A Commitment to Representational Art
This fascination with the actual sites of artistic creation corresponds to the Pearlman’s sustained commitment to representational art and his resistance to the growing popularity of abstraction among other collectors at the time. Pearlman also avoided Cubism, especially Picasso, and even though he sometimes bought works by artists associated with the movement, he quickly sold or exchanged them. He was a self-proclaimed “worshipper of Cézanne,” actively acquiring the master’s works in different media. The Pearlman collection includes sixteen watercolors by Cézanne, representing the largest grouping of the artist’s works in that medium outside of France. 
Yet ultimately, for Pearlman, collecting art was inseparable from his own enjoyment of it. He was always surrounded by his collection, both at home and in his office.

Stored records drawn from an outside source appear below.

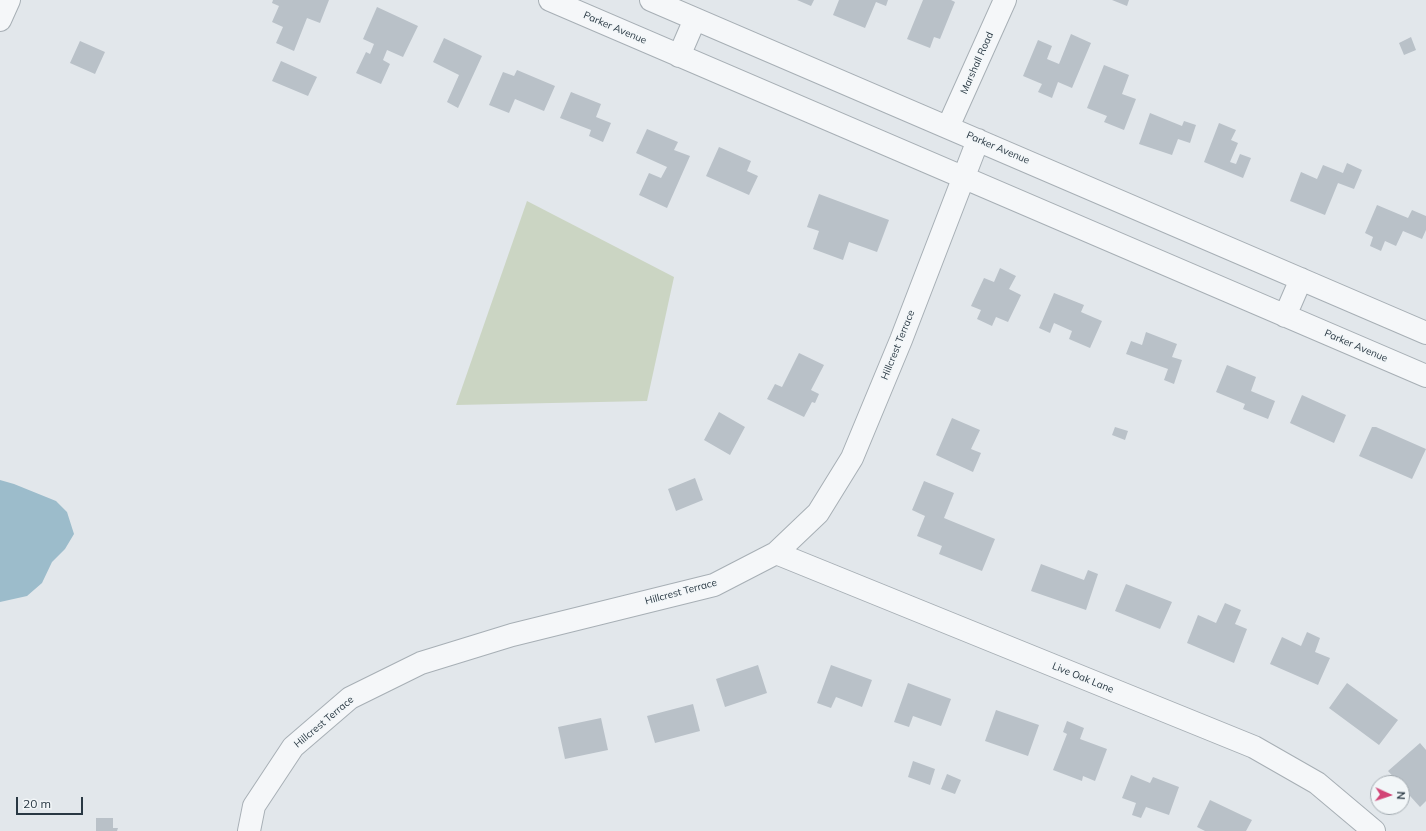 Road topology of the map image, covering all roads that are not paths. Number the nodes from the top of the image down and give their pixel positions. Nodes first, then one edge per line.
1 (8, 0) edge
2 (550, 0) edge
3 (651, 0) edge
4 (1005, 0) edge
5 (695, 19) junction
6 (0, 20) edge
7 (679, 56) junction
8 (948, 127) junction
9 (978, 140) junction
10 (963, 178) junction
11 (1301, 279) junction
12 (1285, 316) junction
13 (1426, 332) edge
14 (1426, 376) edge
15 (776, 553) junction
16 (249, 831) edge
17 (1374, 831) edge

1 - 6 street
2 - 7 street, Parker Avenue
3 - 5 street, Parker Avenue
4 - 8 street, Marshall Road
5 - 7 street
5 - 8 street, Parker Avenue
7 - 10 street, Parker Avenue
8 - 9 street, Parker Avenue
9 - 10 street, Hillcrest Terrace
9 - 11 street, Parker Avenue
10 - 12 street, Parker Avenue
10 - 15 street, Hillcrest Terrace
11 - 12 street
11 - 13 street, Parker Avenue
12 - 14 street, Parker Avenue
15 - 16 street, Hillcrest Terrace
15 - 17 street, Live Oak Lane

According to Daniel Edelman, the President of the Henry and Rose Pearlman Foundation and Henry’s grandson, Pearlman spent hours and years in the company of a single work, absorbing it over time, perceiving changes as if it were alive, perhaps coming to know the work as intimately as the artist had.”

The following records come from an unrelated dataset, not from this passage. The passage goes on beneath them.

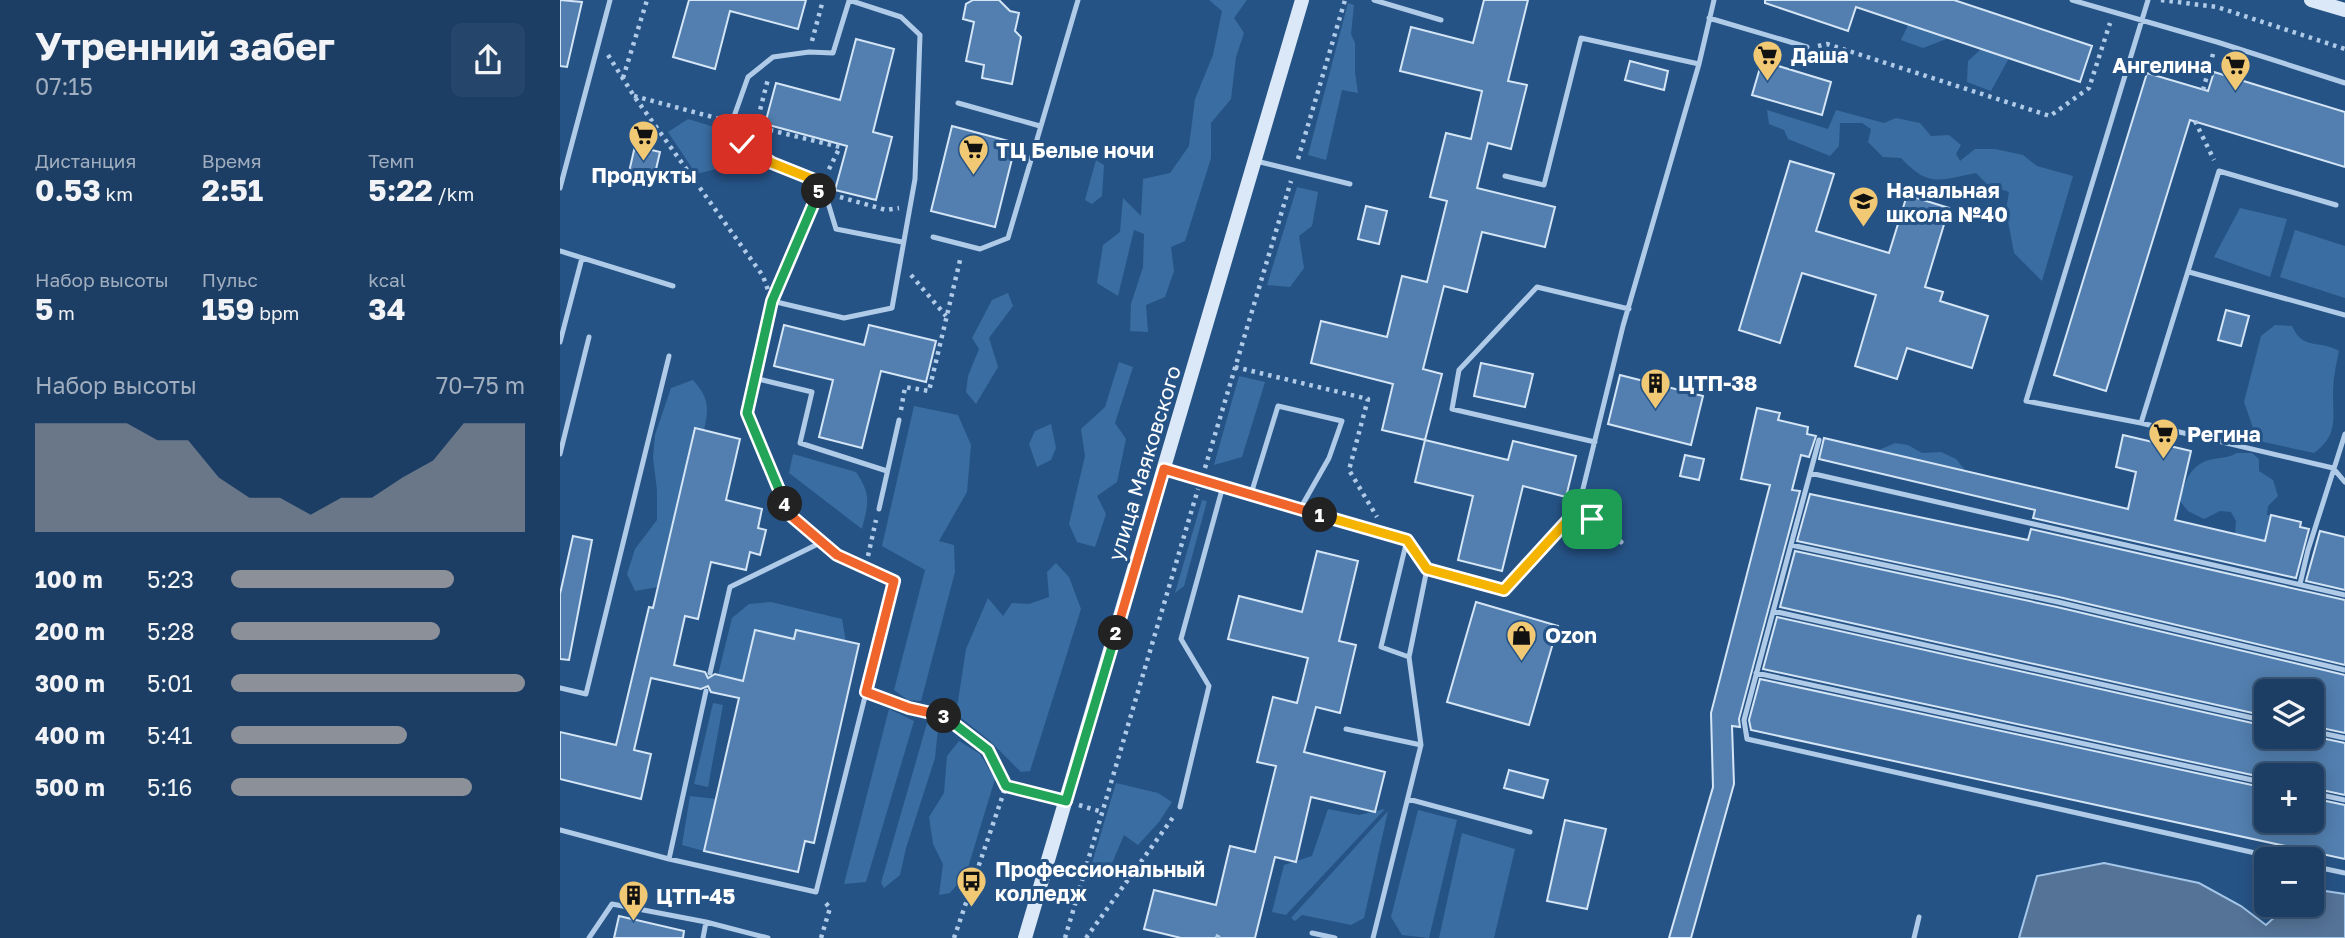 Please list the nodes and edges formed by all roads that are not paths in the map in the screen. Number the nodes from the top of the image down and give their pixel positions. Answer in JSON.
{"nodes":[{"id":1,"x":610,"y":0,"type":"edge"},
{"id":2,"x":1078,"y":0,"type":"edge"},
{"id":3,"x":1301,"y":0,"type":"edge"},
{"id":4,"x":1374,"y":0,"type":"edge"},
{"id":5,"x":1714,"y":0,"type":"edge"},
{"id":6,"x":2072,"y":0,"type":"edge"},
{"id":7,"x":2148,"y":0,"type":"edge"},
{"id":8,"x":2311,"y":0,"type":"edge"},
{"id":9,"x":849,"y":1,"type":"edge"},
{"id":10,"x":2345,"y":10,"type":"edge"},
{"id":11,"x":1709,"y":18,"type":"junction"},
{"id":12,"x":1441,"y":20,"type":"dead end"},
{"id":13,"x":2143,"y":22,"type":"junction"},
{"id":14,"x":1807,"y":47,"type":"road end"},
{"id":15,"x":1699,"y":64,"type":"junction"},
{"id":16,"x":2345,"y":83,"type":"edge"},
{"id":17,"x":958,"y":103,"type":"dead end"},
{"id":18,"x":1041,"y":126,"type":"junction"},
{"id":19,"x":1255,"y":161,"type":"junction"},
{"id":20,"x":1505,"y":176,"type":"dead end"},
{"id":21,"x":1350,"y":184,"type":"dead end"},
{"id":22,"x":560,"y":188,"type":"edge"},
{"id":23,"x":2336,"y":205,"type":"dead end"},
{"id":24,"x":933,"y":237,"type":"dead end"},
{"id":25,"x":902,"y":242,"type":"junction"},
{"id":26,"x":560,"y":251,"type":"edge"},
{"id":27,"x":582,"y":258,"type":"junction"},
{"id":28,"x":2189,"y":272,"type":"junction"},
{"id":29,"x":673,"y":286,"type":"dead end"},
{"id":30,"x":1629,"y":309,"type":"junction"},
{"id":31,"x":2345,"y":315,"type":"edge"},
{"id":32,"x":589,"y":337,"type":"dead end"},
{"id":33,"x":560,"y":342,"type":"edge"},
{"id":34,"x":669,"y":356,"type":"dead end"},
{"id":35,"x":754,"y":378,"type":"junction"},
{"id":36,"x":899,"y":420,"type":"road end"},
{"id":37,"x":2141,"y":423,"type":"junction"},
{"id":38,"x":2345,"y":434,"type":"edge"},
{"id":39,"x":1819,"y":440,"type":"dead end"},
{"id":40,"x":1595,"y":442,"type":"junction"},
{"id":41,"x":560,"y":454,"type":"edge"},
{"id":42,"x":2333,"y":468,"type":"junction"},
{"id":43,"x":1164,"y":469,"type":"junction"},
{"id":44,"x":887,"y":471,"type":"junction"},
{"id":45,"x":1810,"y":473,"type":"junction"},
{"id":46,"x":2345,"y":482,"type":"edge"},
{"id":47,"x":1223,"y":486,"type":"junction"},
{"id":48,"x":1251,"y":494,"type":"junction"},
{"id":49,"x":878,"y":509,"type":"road end"},
{"id":50,"x":1300,"y":509,"type":"junction"},
{"id":51,"x":1578,"y":509,"type":"junction"},
{"id":52,"x":1407,"y":540,"type":"junction"},
{"id":53,"x":822,"y":542,"type":"junction"},
{"id":54,"x":1621,"y":542,"type":"dead end"},
{"id":55,"x":1791,"y":545,"type":"junction"},
{"id":56,"x":1427,"y":569,"type":"junction"},
{"id":57,"x":2300,"y":584,"type":"junction"},
{"id":58,"x":2345,"y":595,"type":"edge"},
{"id":59,"x":1773,"y":611,"type":"junction"},
{"id":60,"x":1409,"y":657,"type":"junction"},
{"id":61,"x":2345,"y":670,"type":"edge"},
{"id":62,"x":710,"y":673,"type":"dead end"},
{"id":63,"x":1756,"y":673,"type":"junction"},
{"id":64,"x":560,"y":688,"type":"edge"},
{"id":65,"x":706,"y":691,"type":"dead end"},
{"id":66,"x":2254,"y":717,"type":"edge"},
{"id":67,"x":1346,"y":729,"type":"dead end"},
{"id":68,"x":2324,"y":734,"type":"edge"},
{"id":69,"x":2345,"y":738,"type":"edge"},
{"id":70,"x":1421,"y":746,"type":"junction"},
{"id":71,"x":2254,"y":780,"type":"edge"},
{"id":72,"x":2324,"y":796,"type":"edge"},
{"id":73,"x":1408,"y":799,"type":"junction"},
{"id":74,"x":2345,"y":800,"type":"edge"},
{"id":75,"x":1180,"y":807,"type":"road end"},
{"id":76,"x":560,"y":830,"type":"edge"},
{"id":77,"x":1530,"y":832,"type":"dead end"},
{"id":78,"x":2254,"y":853,"type":"edge"},
{"id":79,"x":669,"y":859,"type":"junction"},
{"id":80,"x":2324,"y":869,"type":"edge"},
{"id":81,"x":2345,"y":873,"type":"edge"},
{"id":82,"x":1919,"y":917,"type":"dead end"},
{"id":83,"x":706,"y":922,"type":"junction"},
{"id":84,"x":1312,"y":933,"type":"dead end"},
{"id":85,"x":589,"y":938,"type":"edge"},
{"id":86,"x":703,"y":938,"type":"edge"},
{"id":87,"x":768,"y":938,"type":"edge"},
{"id":88,"x":1025,"y":938,"type":"edge"},
{"id":89,"x":1335,"y":938,"type":"edge"},
{"id":90,"x":1373,"y":938,"type":"edge"},
{"id":91,"x":1914,"y":938,"type":"edge"}],
"edges":[{"from":1,"to":22,"type":"lane"},
{"from":2,"to":18,"type":"lane"},
{"from":3,"to":19,"type":"main road","name":"улица Маяковского"},
{"from":4,"to":12,"type":"lane"},
{"from":5,"to":11,"type":"lane"},
{"from":6,"to":13,"type":"lane"},
{"from":7,"to":13,"type":"lane"},
{"from":8,"to":10,"type":"main road"},
{"from":9,"to":25,"type":"lane"},
{"from":9,"to":25,"type":"lane"},
{"from":11,"to":14,"type":"lane"},
{"from":11,"to":15,"type":"lane"},
{"from":13,"to":16,"type":"lane"},
{"from":13,"to":37,"type":"lane"},
{"from":15,"to":20,"type":"lane"},
{"from":15,"to":30,"type":"lane"},
{"from":17,"to":18,"type":"lane"},
{"from":18,"to":24,"type":"lane"},
{"from":19,"to":21,"type":"lane"},
{"from":19,"to":43,"type":"main road","name":"улица Маяковского"},
{"from":23,"to":28,"type":"lane"},
{"from":25,"to":35,"type":"lane"},
{"from":26,"to":27,"type":"lane"},
{"from":27,"to":29,"type":"lane"},
{"from":27,"to":33,"type":"lane"},
{"from":28,"to":31,"type":"lane"},
{"from":28,"to":37,"type":"lane"},
{"from":30,"to":40,"type":"lane"},
{"from":30,"to":40,"type":"lane"},
{"from":32,"to":41,"type":"lane"},
{"from":34,"to":64,"type":"lane"},
{"from":35,"to":44,"type":"lane"},
{"from":35,"to":53,"type":"lane"},
{"from":36,"to":44,"type":"lane"},
{"from":37,"to":42,"type":"lane"},
{"from":38,"to":42,"type":"lane"},
{"from":39,"to":45,"type":"lane"},
{"from":40,"to":51,"type":"lane"},
{"from":42,"to":46,"type":"lane"},
{"from":42,"to":57,"type":"lane"},
{"from":43,"to":47,"type":"lane"},
{"from":43,"to":88,"type":"main road","name":"улица Маяковского"},
{"from":44,"to":49,"type":"lane"},
{"from":45,"to":55,"type":"lane"},
{"from":45,"to":57,"type":"lane"},
{"from":47,"to":48,"type":"lane"},
{"from":47,"to":75,"type":"lane"},
{"from":48,"to":50,"type":"lane"},
{"from":48,"to":50,"type":"lane"},
{"from":50,"to":52,"type":"lane"},
{"from":51,"to":54,"type":"lane"},
{"from":51,"to":56,"type":"lane"},
{"from":52,"to":56,"type":"lane"},
{"from":52,"to":60,"type":"lane"},
{"from":53,"to":62,"type":"lane"},
{"from":53,"to":79,"type":"lane"},
{"from":55,"to":59,"type":"lane"},
{"from":55,"to":61,"type":"lane"},
{"from":56,"to":60,"type":"lane"},
{"from":57,"to":58,"type":"lane"},
{"from":59,"to":63,"type":"lane"},
{"from":59,"to":66,"type":"lane"},
{"from":60,"to":70,"type":"lane"},
{"from":63,"to":71,"type":"lane"},
{"from":63,"to":78,"type":"lane"},
{"from":65,"to":79,"type":"lane"},
{"from":67,"to":70,"type":"lane"},
{"from":68,"to":69,"type":"lane"},
{"from":70,"to":73,"type":"lane"},
{"from":72,"to":74,"type":"lane"},
{"from":73,"to":77,"type":"lane"},
{"from":73,"to":90,"type":"lane"},
{"from":76,"to":79,"type":"lane"},
{"from":80,"to":81,"type":"lane"},
{"from":82,"to":91,"type":"lane"},
{"from":83,"to":85,"type":"lane"},
{"from":83,"to":86,"type":"lane"},
{"from":83,"to":87,"type":"lane"},
{"from":84,"to":89,"type":"lane"}]}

Vincent Van Gogh (1853-1890), Tarascon Stagecoach (La Diligence de Tarascon), 1888, oil on canvas, 71.4 x 92.5 cm (28 1/8 x 36 7/16 in).Co
Vincent Van Gogh (1853-1890), Tarascon Stagecoach (La Diligence de Tarascon), 1888, oil on canvas, 71.4 x 92.5 cm (28 1/8 x 36 7/16 in).

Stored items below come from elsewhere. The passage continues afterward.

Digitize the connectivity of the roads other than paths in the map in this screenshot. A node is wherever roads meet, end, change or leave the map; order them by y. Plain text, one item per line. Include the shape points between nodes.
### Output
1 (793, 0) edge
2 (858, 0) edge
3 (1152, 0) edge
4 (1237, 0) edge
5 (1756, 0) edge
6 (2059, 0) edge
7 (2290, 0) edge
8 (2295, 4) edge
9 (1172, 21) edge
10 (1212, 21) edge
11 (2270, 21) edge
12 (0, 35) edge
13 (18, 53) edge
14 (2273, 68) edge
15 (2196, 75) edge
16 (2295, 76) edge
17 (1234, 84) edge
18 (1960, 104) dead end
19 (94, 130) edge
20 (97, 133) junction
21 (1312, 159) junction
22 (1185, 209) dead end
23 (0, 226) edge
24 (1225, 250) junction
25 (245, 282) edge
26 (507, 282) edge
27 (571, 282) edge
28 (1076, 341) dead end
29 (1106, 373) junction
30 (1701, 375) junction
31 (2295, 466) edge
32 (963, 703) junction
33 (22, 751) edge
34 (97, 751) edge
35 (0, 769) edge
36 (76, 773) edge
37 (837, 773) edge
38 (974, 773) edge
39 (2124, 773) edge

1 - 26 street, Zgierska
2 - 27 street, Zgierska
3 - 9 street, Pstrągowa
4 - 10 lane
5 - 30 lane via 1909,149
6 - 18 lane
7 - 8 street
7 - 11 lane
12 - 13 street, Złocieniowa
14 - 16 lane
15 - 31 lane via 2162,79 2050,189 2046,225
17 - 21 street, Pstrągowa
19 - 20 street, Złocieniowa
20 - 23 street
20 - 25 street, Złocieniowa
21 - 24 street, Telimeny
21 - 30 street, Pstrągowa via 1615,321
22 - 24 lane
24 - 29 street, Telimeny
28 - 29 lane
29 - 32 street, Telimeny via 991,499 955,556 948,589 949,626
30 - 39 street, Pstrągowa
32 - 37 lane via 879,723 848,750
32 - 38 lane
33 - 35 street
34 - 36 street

Courtesy of The Henry and Rose Pearlman Foundation, on long-term loan to the Princeton University Art Museum

The Pearlman Collection in France
Soutine’s View of Ceret, which started Henry Pearlman on his journey of collecting, is coming to Paris for the Soutine-De Kooning exhibition, scheduled to go on view at the Musée de l’Orangerie from 15 September 2021 to 10 January 2022. The Pearlman Foundation will loan two additional paintings by Soutine for the exhibition: Steeple of Saint-Pierre at Céret (c. 1922), and Self-Portrait (c. 1918). This is far from the first time that works from the collection will travel to France. Recently, loans from the Foundation were featured in the “Henri de Toulouse-Lautrec” exhibition at the Grand Palais in Paris, “Sainte(s)-Victoire(s)” at the Musée Granet in Aix-en-Provence in 2019, and “Gauguin: Artist as Alchemist”, hung at the Grand Palais in 2018. In 2014-2015, the Princeton University Art Museum in cooperation with the Pearlman Foundation organized “Cézanne and the Modern: Masterpieces of European Art from the Pearlman Collection, which traveled to the Musée Granet, as well as to the Ashmolean Museum of Art and Archaeology, University of Oxford, in England, the High Museum of Art in Atlanta, U.S., and the Vancouver Art Gallery in Canada. The exhibition marked the first world tour of the entire collection since Henry Pearlman’s death in 1974, introducing a broad international audience to his enduring legacy as a collector.